Wednesday, August 01, 2012

FHFA Says Fannie, Freddie Will Not Reduce Mortgage Balances | Realtor Magazine

So the holder of millions of mortgages has decided that reducing principal payments on underwater homes isn't going to be a good solution. I am a tad disappointed. It would seem to me that most of the people who walked away from their underwater homes have already done so. The rest of underwater people are paying their mortgages, even as they calculate how they will not be able to move for years unless they go through a very painful, very slow, very adversarial short sale process.

I think the government is looking at this completely wrong. Why not institute a principal reduction program for underwater homeowners who are current on their mortgages? Think of it as a reward to all those hardworking middle class homeowners who have managed to hang onto job and home by the skin of their teeth. These are the people who didn't take crazy risks and who would be more productive and able to productively contribute if they were a bit more secure.

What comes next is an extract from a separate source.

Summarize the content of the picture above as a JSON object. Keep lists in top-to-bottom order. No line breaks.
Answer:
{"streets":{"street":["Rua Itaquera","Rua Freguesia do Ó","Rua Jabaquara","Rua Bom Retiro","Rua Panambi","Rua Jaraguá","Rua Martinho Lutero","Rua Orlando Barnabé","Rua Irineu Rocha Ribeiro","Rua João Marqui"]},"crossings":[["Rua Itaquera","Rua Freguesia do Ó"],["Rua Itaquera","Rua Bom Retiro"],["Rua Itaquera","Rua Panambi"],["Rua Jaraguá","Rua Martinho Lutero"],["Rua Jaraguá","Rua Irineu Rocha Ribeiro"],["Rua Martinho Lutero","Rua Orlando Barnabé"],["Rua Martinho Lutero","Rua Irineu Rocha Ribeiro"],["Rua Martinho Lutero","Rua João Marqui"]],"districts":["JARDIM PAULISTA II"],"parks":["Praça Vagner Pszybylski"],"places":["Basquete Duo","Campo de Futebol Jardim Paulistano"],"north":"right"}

Here is how I'd structure the program:

1) Homeowners must have a loan currently owned by Fannie or Freddie

2) Homeowners must be current on said mortgage

3) Homeowners must be using home as primary residence at least 2 years

4) Homeowners must apply for principal reduction and pay for an appraisal to prove that the home is underwater.

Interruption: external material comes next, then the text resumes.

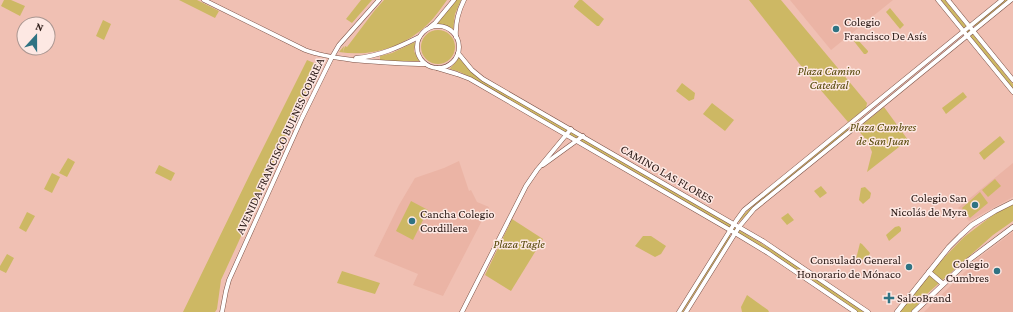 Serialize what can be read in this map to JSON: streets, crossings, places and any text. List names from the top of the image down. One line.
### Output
{"streets":{"street":["AVENIDA FRANCISCO BULNES CORREA","CAMINO LAS FLORES"]},"parks":["Plaza Camino Catedral","Plaza Cumbres de San Juan","Plaza Tagle"],"places":{"other":["Colegio Francisco De Asís","Colegio San Nicolás de Myra","Cancha Colegio Cordillera","Consulado General Honorario de Mónaco","Colegio Cumbres"],"health":["SalcoBrand"]},"north":"top"} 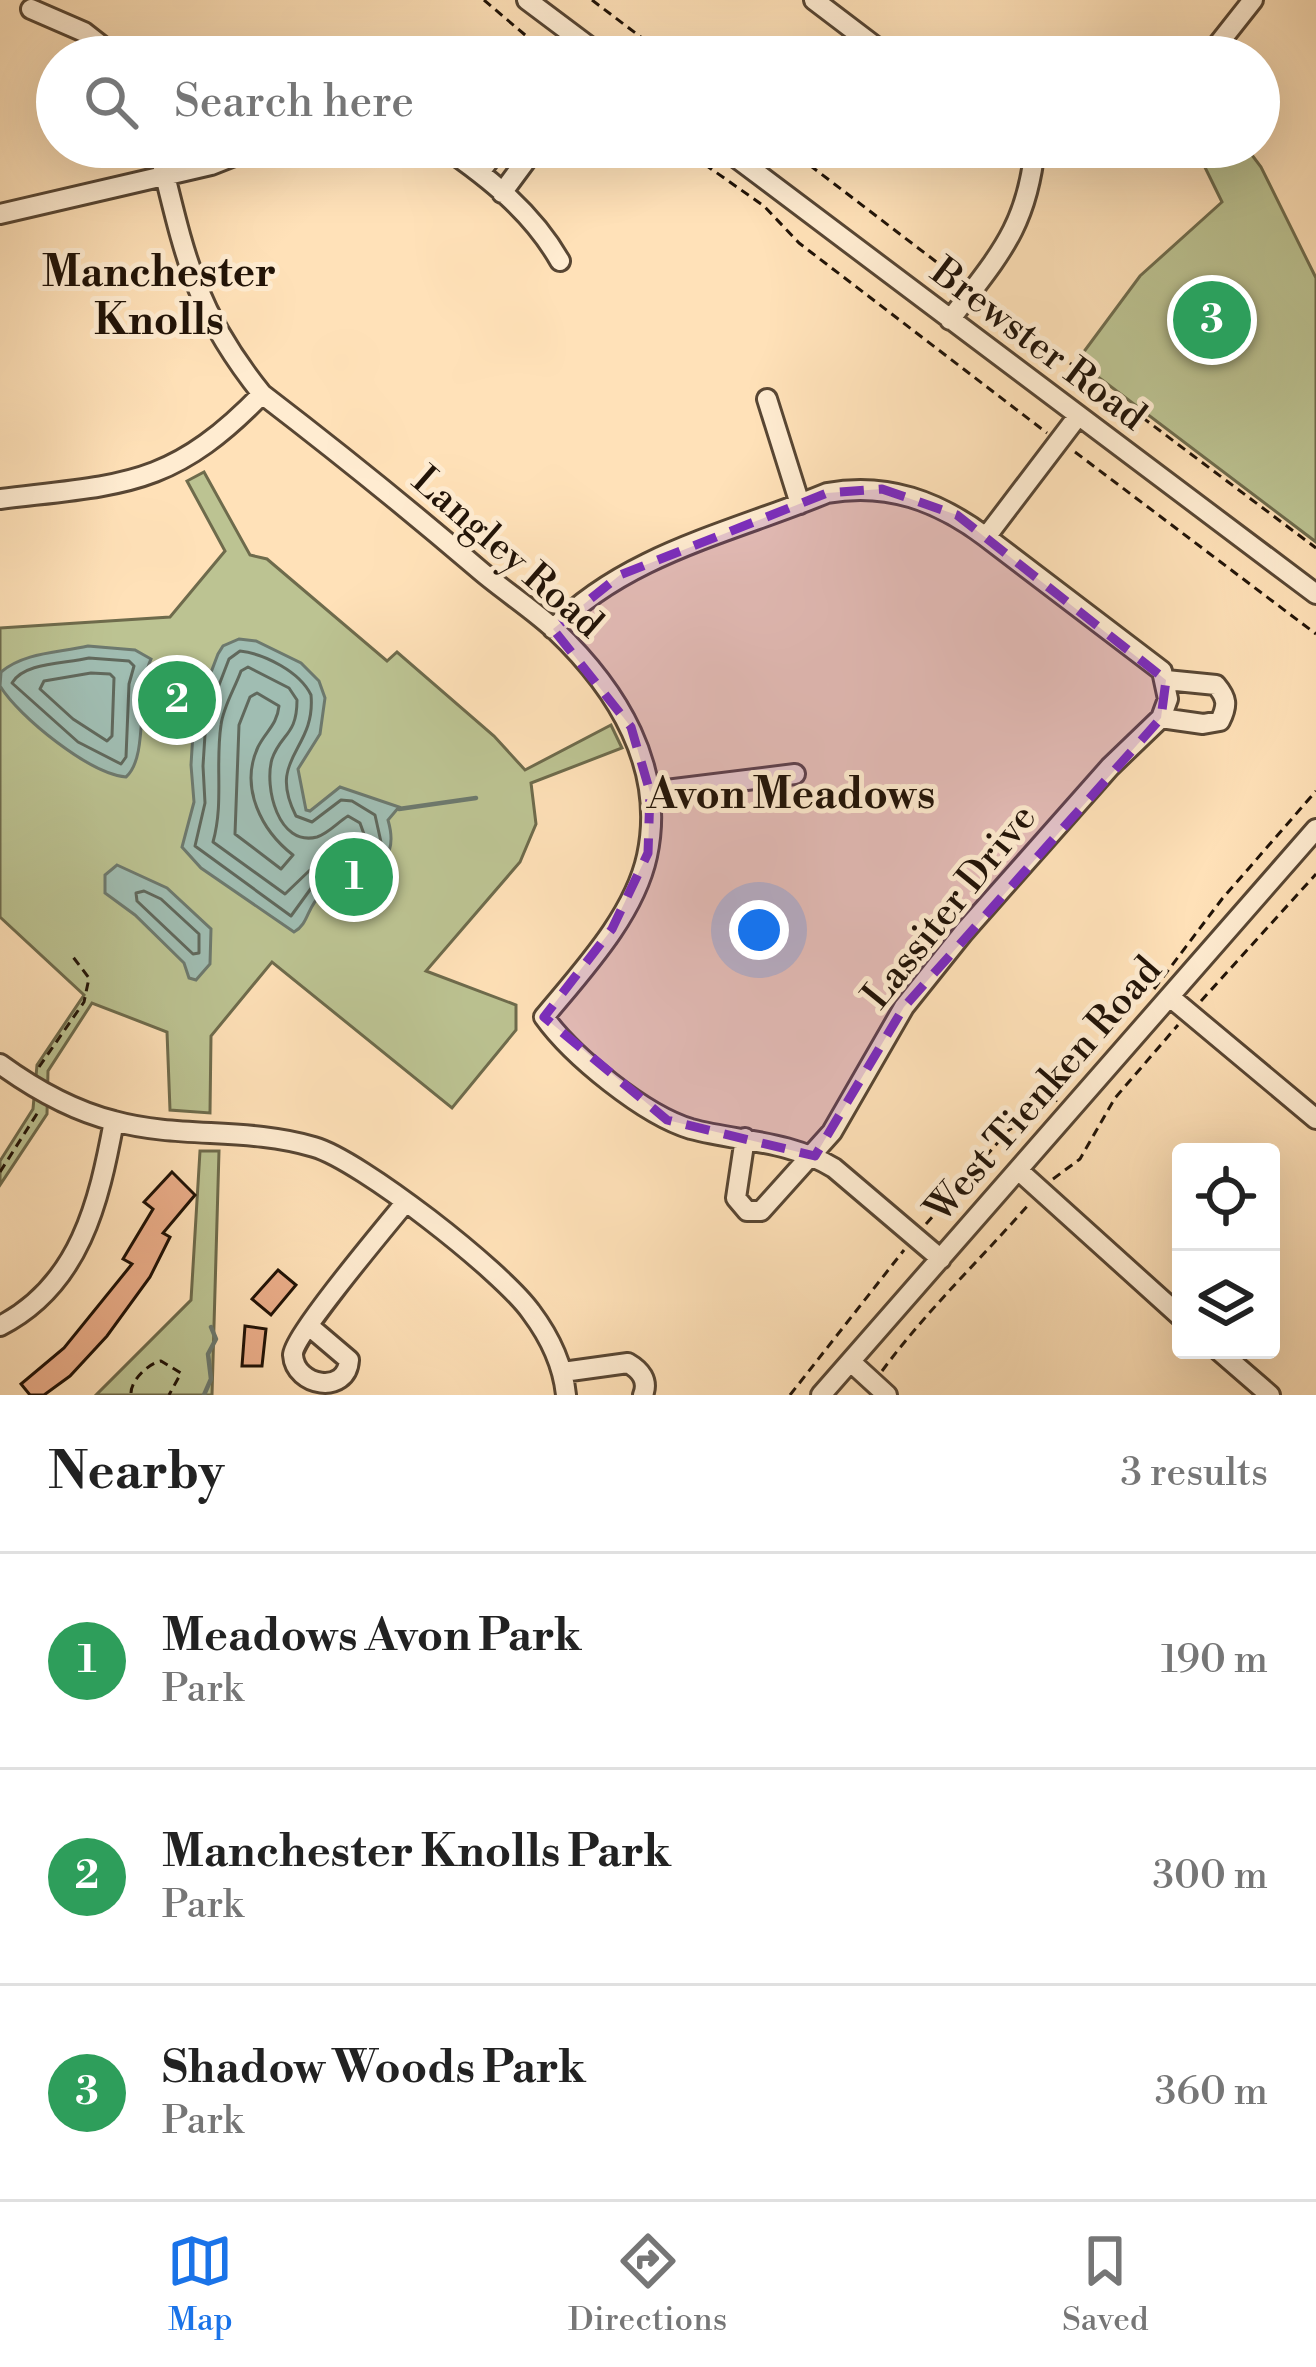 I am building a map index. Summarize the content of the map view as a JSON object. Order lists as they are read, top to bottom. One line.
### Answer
{"streets":{"street":["Brewster Road","Langley Road","Lassiter Drive","West Tienken Road"]},"crossings":[["Langley Road","Lassiter Drive"],["Langley Road","West Tienken Road"]],"districts":["Manchester Knolls","Avon Meadows"],"page":{"search":"Search here","pins":["3","2","1"],"heading":["Nearby","3 results"],"list":[{"mark":"1","name":"Meadows Avon Park","note":"Park","value":"190 m"},{"mark":"2","name":"Manchester Knolls Park","note":"Park","value":"300 m"},{"mark":"3","name":"Shadow Woods Park","note":"Park","value":"360 m"}],"nav":["Map","Directions","Saved"]}}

5) Homeowners would be eligible for principal reduction of half the underwater portion. In other words, If they are $200,000 under water, they would be eligible for $100,000 principal reduction. This way the homeowner still shares some of the burden.

6) Loan amortization schedule is recast so that payments are spread over the remaining life of the original loan. This drops homeowners' payments immediately.

I'll admit this might not really feel like much of a "stimulus" but it will have that effect. People need to feel secure in their lives to do the kind of consumption this economy needs. If they can't get a leg up on income, then helping them with the largest ongoing expense they have is a good way to go. Much more than a one-time handout, this will have a gradual and long lasting effect.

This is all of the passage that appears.